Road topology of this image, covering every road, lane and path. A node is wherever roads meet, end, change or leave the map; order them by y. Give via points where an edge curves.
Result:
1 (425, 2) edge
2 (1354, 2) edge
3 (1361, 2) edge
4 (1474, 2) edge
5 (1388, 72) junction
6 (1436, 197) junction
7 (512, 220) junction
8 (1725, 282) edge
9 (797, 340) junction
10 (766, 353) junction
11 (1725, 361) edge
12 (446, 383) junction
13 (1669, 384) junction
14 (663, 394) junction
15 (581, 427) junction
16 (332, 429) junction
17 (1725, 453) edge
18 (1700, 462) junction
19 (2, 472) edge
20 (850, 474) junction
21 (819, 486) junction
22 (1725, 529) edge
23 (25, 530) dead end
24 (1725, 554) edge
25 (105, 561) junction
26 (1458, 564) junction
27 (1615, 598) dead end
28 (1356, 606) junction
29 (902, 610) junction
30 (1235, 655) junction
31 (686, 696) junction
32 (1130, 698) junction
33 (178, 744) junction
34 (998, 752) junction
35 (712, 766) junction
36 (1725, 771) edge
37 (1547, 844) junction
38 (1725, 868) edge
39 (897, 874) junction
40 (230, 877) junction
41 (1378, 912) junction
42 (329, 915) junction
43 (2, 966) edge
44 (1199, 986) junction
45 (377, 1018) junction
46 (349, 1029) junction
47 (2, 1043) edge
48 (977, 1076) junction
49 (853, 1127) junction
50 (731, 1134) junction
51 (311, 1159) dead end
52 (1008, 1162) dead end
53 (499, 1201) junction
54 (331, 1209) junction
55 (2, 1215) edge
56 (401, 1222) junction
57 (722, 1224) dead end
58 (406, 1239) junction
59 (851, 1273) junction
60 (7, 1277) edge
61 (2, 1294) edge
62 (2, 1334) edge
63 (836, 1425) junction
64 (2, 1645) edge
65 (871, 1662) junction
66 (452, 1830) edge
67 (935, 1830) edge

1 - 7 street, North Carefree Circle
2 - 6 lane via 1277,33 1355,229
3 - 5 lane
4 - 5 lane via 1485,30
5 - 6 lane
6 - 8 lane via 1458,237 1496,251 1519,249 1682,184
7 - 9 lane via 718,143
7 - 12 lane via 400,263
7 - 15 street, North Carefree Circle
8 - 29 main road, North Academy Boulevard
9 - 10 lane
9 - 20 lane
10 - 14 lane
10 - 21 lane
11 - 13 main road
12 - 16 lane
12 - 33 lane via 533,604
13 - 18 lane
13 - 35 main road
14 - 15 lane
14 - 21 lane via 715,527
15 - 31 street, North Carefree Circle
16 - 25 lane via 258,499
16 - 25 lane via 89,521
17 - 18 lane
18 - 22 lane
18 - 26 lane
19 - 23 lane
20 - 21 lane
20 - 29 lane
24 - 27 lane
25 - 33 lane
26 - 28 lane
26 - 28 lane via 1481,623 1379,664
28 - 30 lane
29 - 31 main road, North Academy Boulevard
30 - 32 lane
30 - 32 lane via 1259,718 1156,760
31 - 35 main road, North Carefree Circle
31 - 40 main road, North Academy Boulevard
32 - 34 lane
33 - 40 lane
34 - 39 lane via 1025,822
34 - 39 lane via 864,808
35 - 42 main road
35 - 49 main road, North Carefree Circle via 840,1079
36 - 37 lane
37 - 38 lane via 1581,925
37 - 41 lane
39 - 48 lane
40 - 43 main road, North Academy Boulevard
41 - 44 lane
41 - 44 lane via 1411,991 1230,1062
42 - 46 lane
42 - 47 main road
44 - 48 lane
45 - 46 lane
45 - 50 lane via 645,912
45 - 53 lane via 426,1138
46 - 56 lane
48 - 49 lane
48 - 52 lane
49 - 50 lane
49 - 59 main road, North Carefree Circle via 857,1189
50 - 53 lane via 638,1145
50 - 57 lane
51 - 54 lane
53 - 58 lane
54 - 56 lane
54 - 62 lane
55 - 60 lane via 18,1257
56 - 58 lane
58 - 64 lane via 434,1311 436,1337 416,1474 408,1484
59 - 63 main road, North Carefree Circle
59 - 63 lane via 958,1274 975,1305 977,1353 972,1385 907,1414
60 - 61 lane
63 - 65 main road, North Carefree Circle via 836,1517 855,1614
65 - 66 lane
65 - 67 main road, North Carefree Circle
☆ ☆ ☆ ☆ ☆
## Work required
How many lines of the records contain the string "dead"? Respond with the number alone.

## Result below
5